To hit this point home, Plante shows Kelly-Anne devoting less and less time to her offline life as the trial progresses. Her exercise routine, one of her sources of income, her daily intake of information, her daily calendar, they all come from a digital source. All she really needs from the real world is sustenance, little else. In a sense, what Red Rooms chronicles is the process through which someone leaves the physical world behind in favor of one ruled by tech. It’s like watching the slow death of one state of being for the rise of another.

It makes for a grueling watch thanks to Juliette Gariépy’s performance as Kelly-Anne. She approaches the character with a sense of static intensity that reveals little about her actual motivations other than the fact they revolve around Chevalier’s case. Something is writhing inside her and it keeps the audience guessing as to what it might be.

At times it seems that she’s infatuated with the killer. At others she gives the impression she’s just morbidly curious and quite taken by the prospect of getting to watch the videos Chevalier made of his killings. Gariépy holds tight to her character’s secrets, a decision that really helps to establish a kind of ambiguity that invites speculation.

In fact, Kelly-Anne’s subdued emotional expressions and her taut body language are what make the movie so unsettling, especially as the serial killer elements take a back seat for character work to push the narrative. It’s here that the movie will either satisfy or disappoint. Plante reveals as little as possible throughout the film only to pull the curtain back on almost the entire mystery that is Kelly-Anne in the last stretch. It changes the meaning of the movie and can feel like a copout when taking into account how Kelly-Anne’s ambiguity accounts for so much of the pointed themes the film works with. All of a sudden, a sense of morality is ushered in and it takes over everything, dampening the impact of some of the character’s previous behavior.
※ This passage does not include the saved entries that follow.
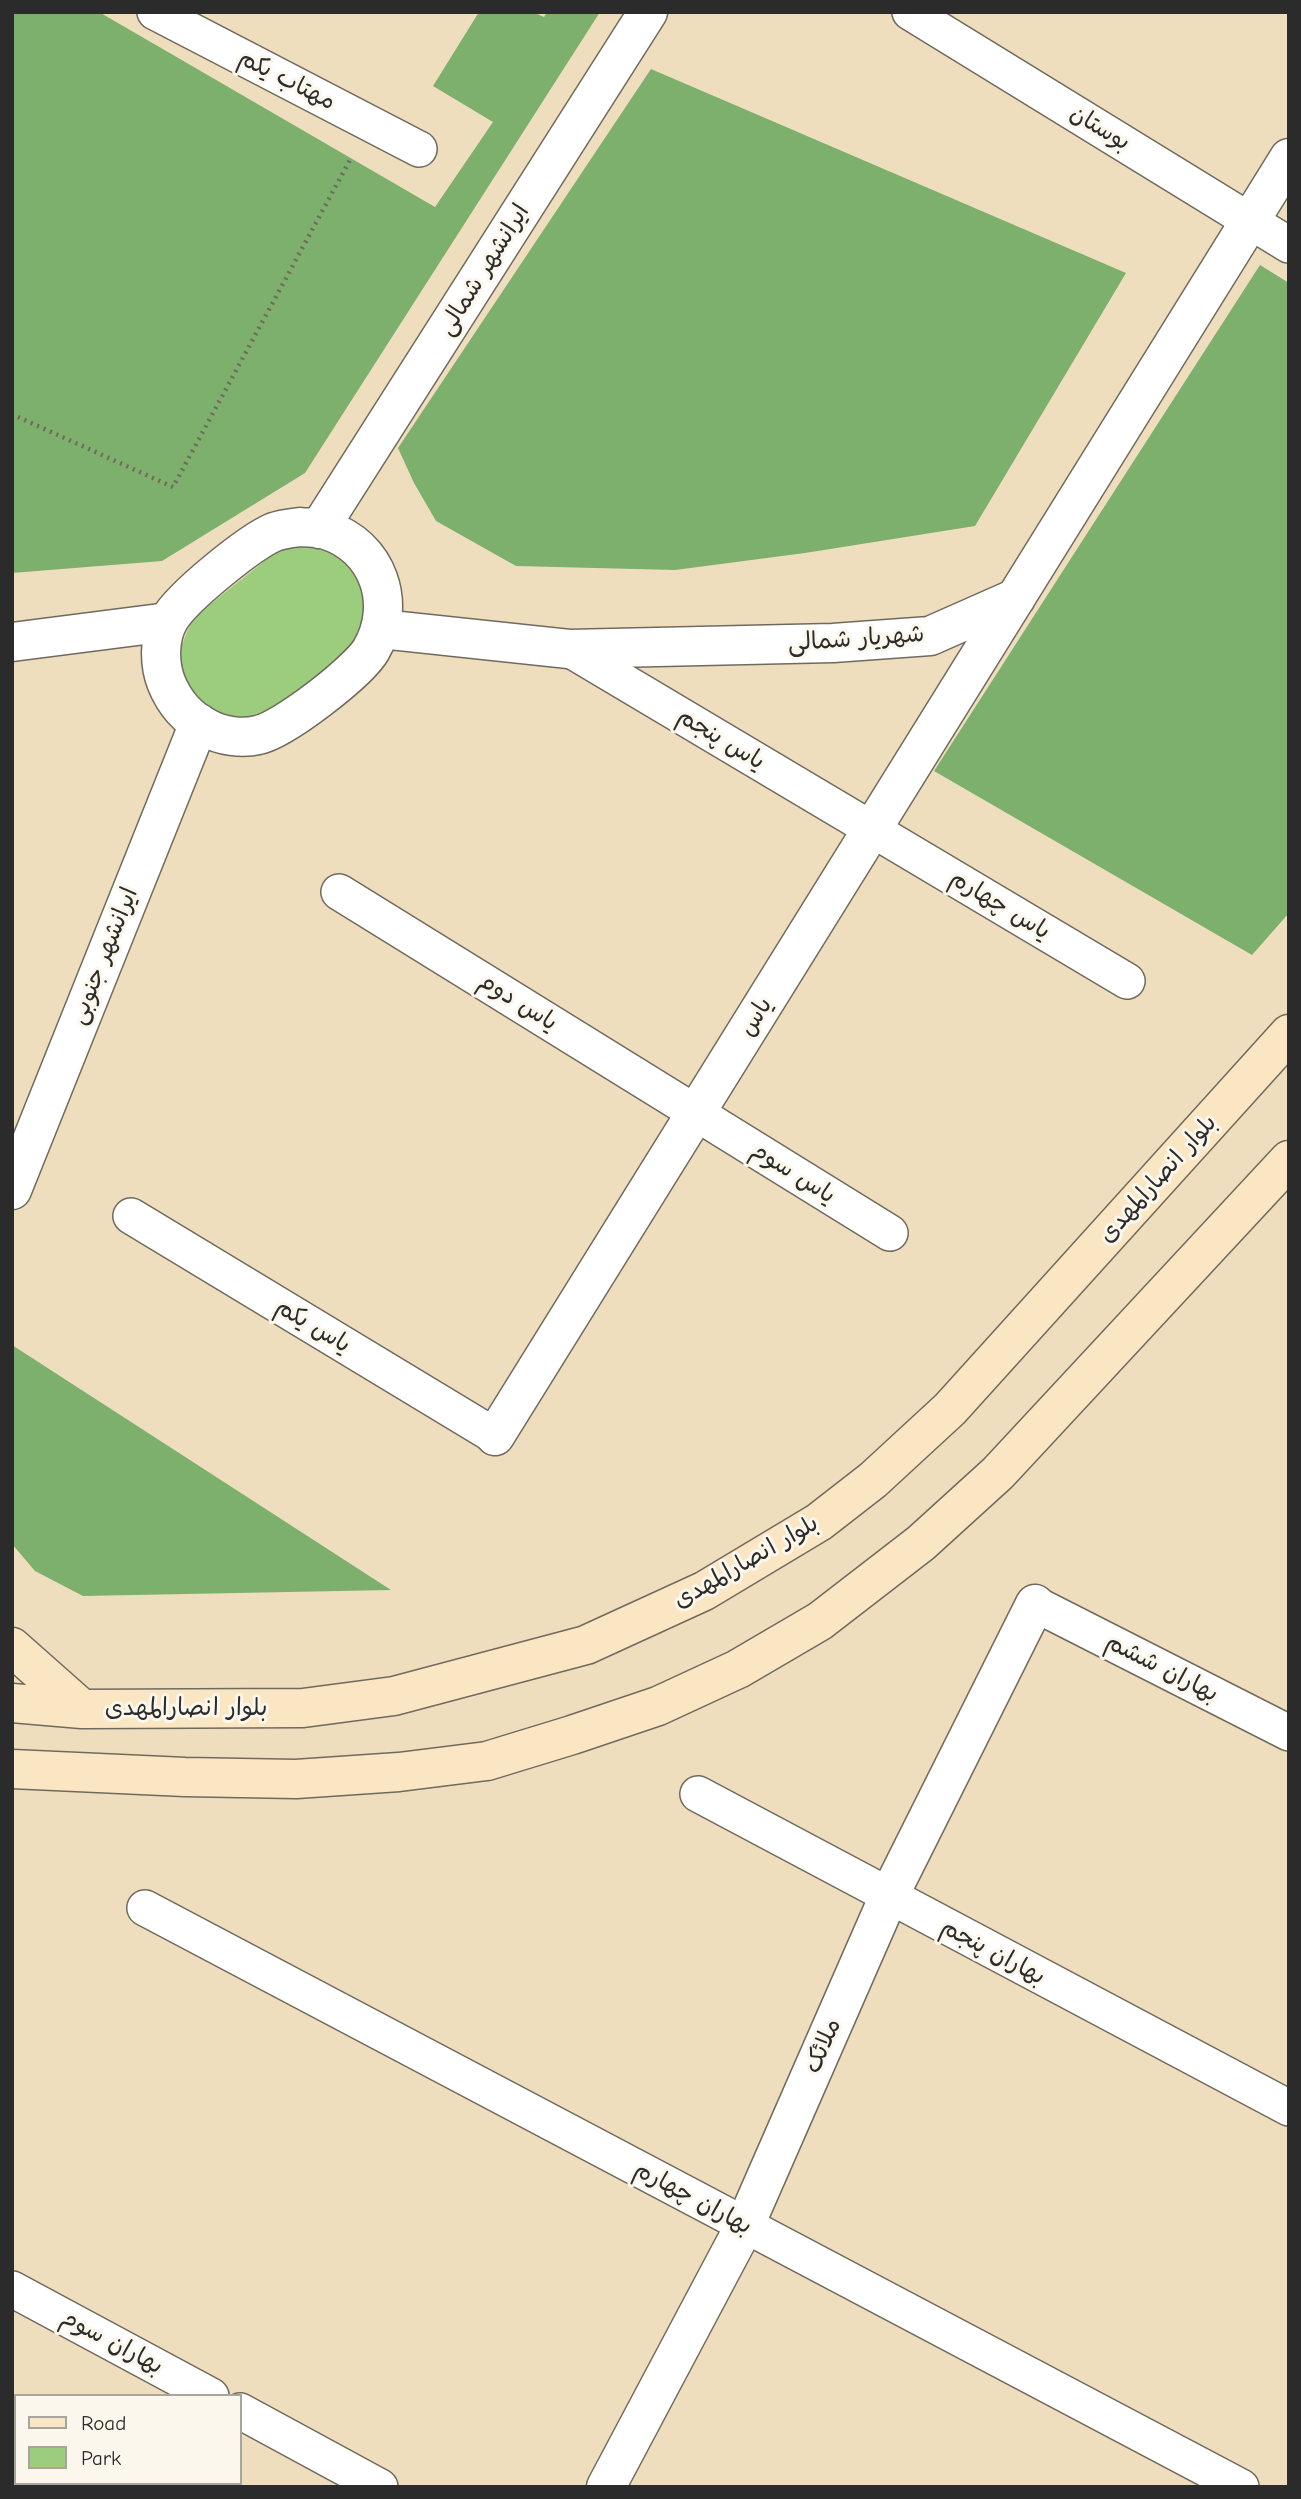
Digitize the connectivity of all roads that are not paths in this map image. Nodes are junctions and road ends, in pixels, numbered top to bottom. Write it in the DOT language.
graph roads {
  1 [pos="155,12"];
  2 [pos="648,12"];
  3 [pos="910,12"];
  4 [pos="419,149"];
  5 [pos="1289,158"];
  6 [pos="1250,220"];
  7 [pos="1289,245"];
  8 [pos="319,529"];
  9 [pos="1016,598"];
  10 [pos="168,622"];
  11 [pos="381,629"];
  12 [pos="12,642"];
  13 [pos="569,649"];
  14 [pos="199,723"];
  15 [pos="872,829"];
  16 [pos="339,892"];
  17 [pos="1127,981"];
  18 [pos="1289,1034"];
  19 [pos="696,1113"];
  20 [pos="1289,1160"];
  21 [pos="12,1190"];
  22 [pos="131,1216"];
  23 [pos="890,1233"];
  24 [pos="495,1436"];
  25 [pos="1035,1604"];
  26 [pos="12,1647"];
  27 [pos="12,1703"];
  28 [pos="82,1709"];
  29 [pos="1289,1733"];
  30 [pos="12,1769"];
  31 [pos="698,1794"];
  32 [pos="888,1896"];
  33 [pos="145,1909"];
  34 [pos="1289,2108"];
  35 [pos="745,2225"];
  36 [pos="12,2289"];
  37 [pos="207,2394"];
  38 [pos="242,2412"];
  39 [pos="380,2487"];
  40 [pos="606,2487"];
  41 [pos="1241,2487"];
  1 -- 4 [label="street, مهتاب یکم"];
  2 -- 8 [label="street, ایرانشهر شمالی"];
  3 -- 6 [label="street, بوستان"];
  5 -- 6 [label="street"];
  6 -- 7 [label="street, بوستان"];
  6 -- 9 [label="street"];
  8 -- 10 [label="street"];
  8 -- 11 [label="street"];
  9 -- 13 [label="street, شهریار شمالی"];
  9 -- 15 [label="street, یاس"];
  10 -- 12 [label="street"];
  10 -- 14 [label="street"];
  11 -- 13 [label="street, شهریار شمالی"];
  11 -- 14 [label="street"];
  13 -- 15 [label="street, یاس پنجم"];
  14 -- 21 [label="street, ایرانشهر جنوبی"];
  15 -- 17 [label="street, یاس چهارم"];
  15 -- 19 [label="street, یاس"];
  16 -- 19 [label="street, یاس دوم"];
  18 -- 28 [label="main road, بلوار انصارالمهدی"];
  19 -- 23 [label="street, یاس سوم"];
  19 -- 24 [label="street, یاس"];
  20 -- 30 [label="main road"];
  22 -- 24 [label="street, یاس یکم"];
  25 -- 29 [label="street, بهاران ششم"];
  25 -- 32 [label="street, ملائک"];
  26 -- 28 [label="main road"];
  27 -- 28 [label="main road, بلوار انصارالمهدی"];
  31 -- 32 [label="street, بهاران پنجم"];
  32 -- 34 [label="street, بهاران پنجم"];
  32 -- 35 [label="street, ملائک"];
  33 -- 35 [label="street, بهاران چهارم"];
  35 -- 40 [label="street, ملائک"];
  35 -- 41 [label="street, بهاران چهارم"];
  36 -- 37 [label="street, بهاران سوم"];
  38 -- 39 [label="street"];
}
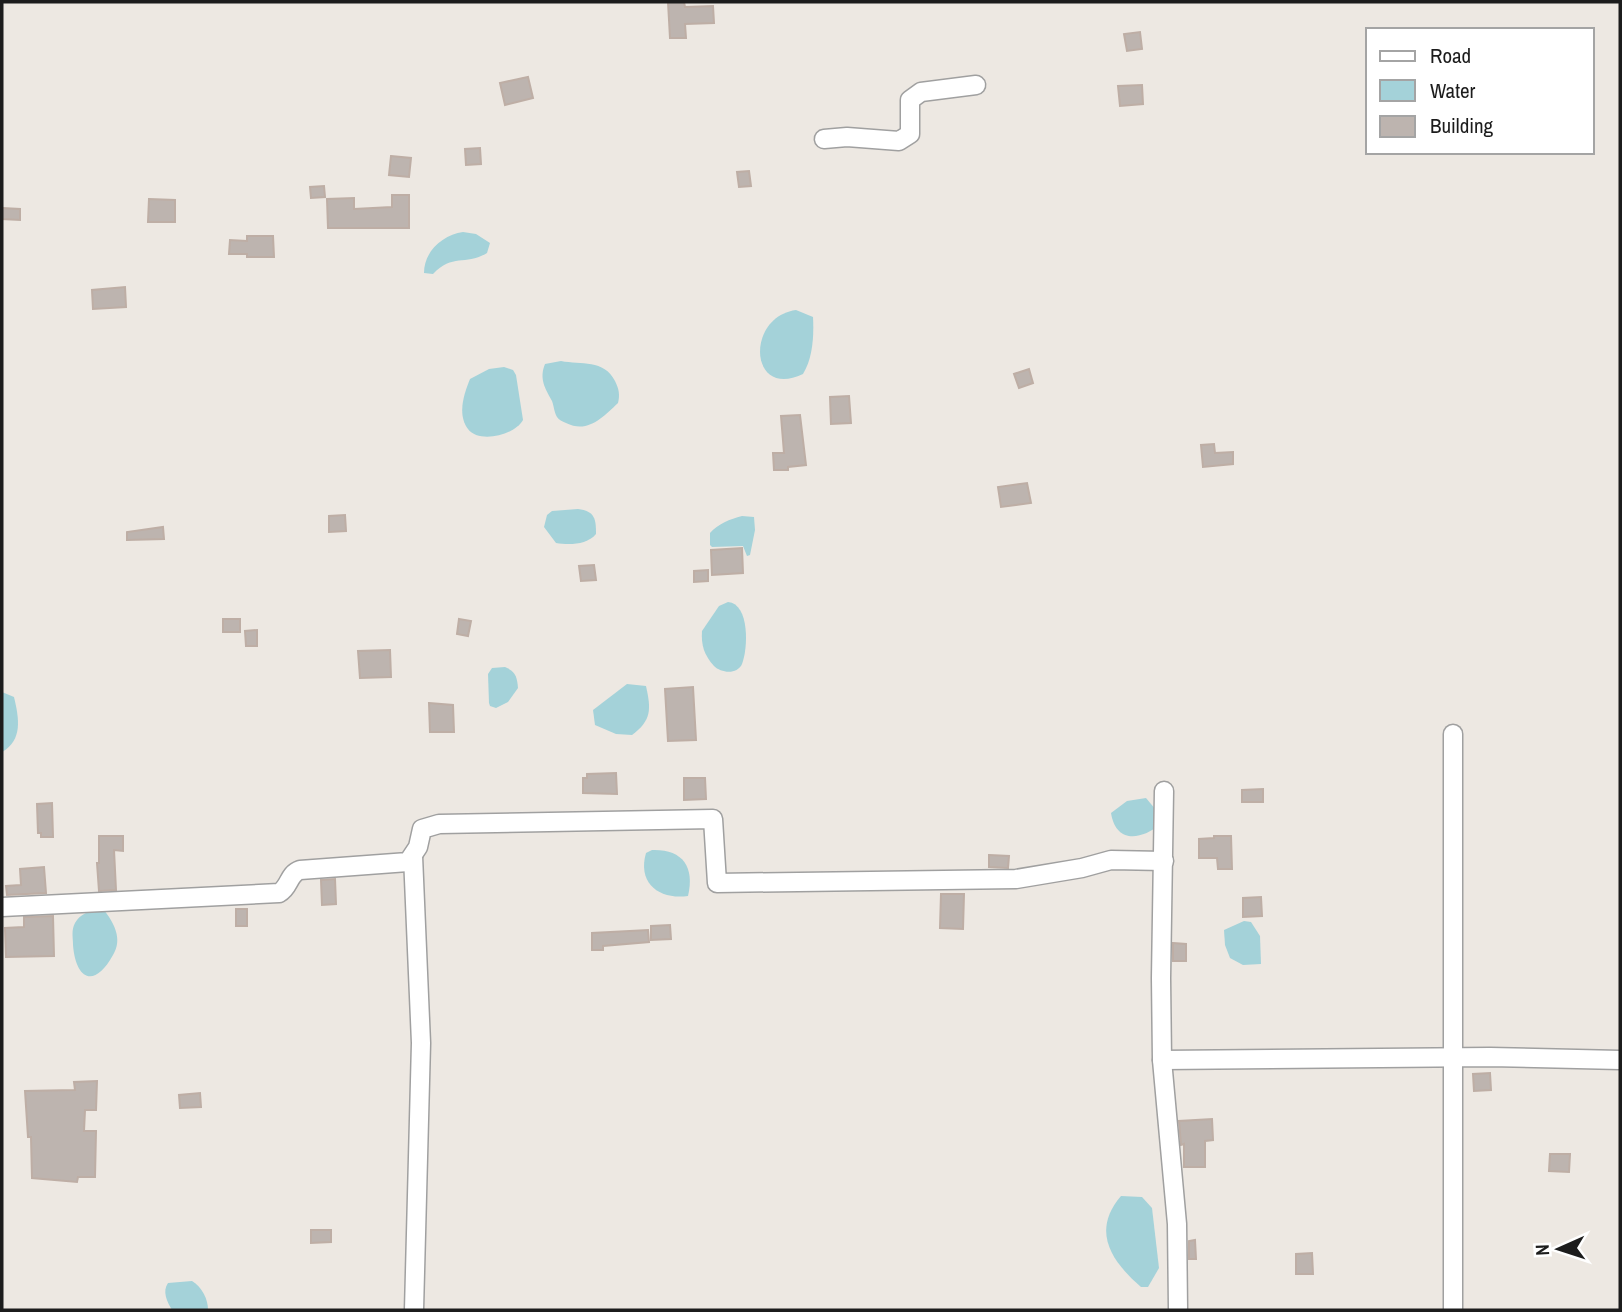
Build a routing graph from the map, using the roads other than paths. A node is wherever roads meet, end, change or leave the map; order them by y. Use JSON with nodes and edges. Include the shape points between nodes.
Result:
{"nodes":[{"id":1,"x":976,"y":85,"type":"dead end"},
{"id":2,"x":824,"y":139,"type":"dead end"},
{"id":3,"x":1453,"y":734,"type":"dead end"},
{"id":4,"x":1164,"y":791,"type":"dead end"},
{"id":5,"x":413,"y":856,"type":"junction"},
{"id":6,"x":1164,"y":861,"type":"junction"},
{"id":7,"x":2,"y":907,"type":"edge"},
{"id":8,"x":1453,"y":1057,"type":"junction"},
{"id":9,"x":1162,"y":1060,"type":"junction"},
{"id":10,"x":1620,"y":1060,"type":"edge"},
{"id":11,"x":1178,"y":1308,"type":"dead end"},
{"id":12,"x":414,"y":1310,"type":"edge"},
{"id":13,"x":1453,"y":1310,"type":"edge"}],
"edges":[{"from":1,"to":2,"type":"street","via":[[921,92],[910,100],[910,134],[900,141]]},
{"from":3,"to":8,"type":"street"},
{"from":4,"to":6,"type":"street"},
{"from":5,"to":6,"type":"street","via":[[422,829],[439,824],[713,819],[717,883],[1016,879],[1111,860]]},
{"from":5,"to":7,"type":"street","via":[[408,862],[300,870],[279,893]]},
{"from":5,"to":12,"type":"street","via":[[421,1043]]},
{"from":6,"to":9,"type":"street"},
{"from":8,"to":9,"type":"street"},
{"from":8,"to":10,"type":"street"},
{"from":8,"to":13,"type":"street"},
{"from":9,"to":11,"type":"street","via":[[1177,1224]]}]}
It’s all sudden, too. Subtlety and nuance seem to get thrown out the window for a finale that leaves little room for interpretation (something the movie had invited audiences to indulge in for most of the runtime). As such, things that were initially disturbing end up losing a bit of that power because of how aggressively they got repurposed. Had it kept the things that drive Kelly-Anne unexplained, it would’ve cut deeper.

Red Rooms is an impressive showcase of mystery. It doesn’t rely on gore or gruesome kill scenes to establish a pitch-black tone that lingers. It’s not a procedural nor is it a serial killer movie the likes of Se7en or Zodiac (like some trailers are making out to be). It’s a character study that should’ve left a lot more questions unanswered to really leave a mark.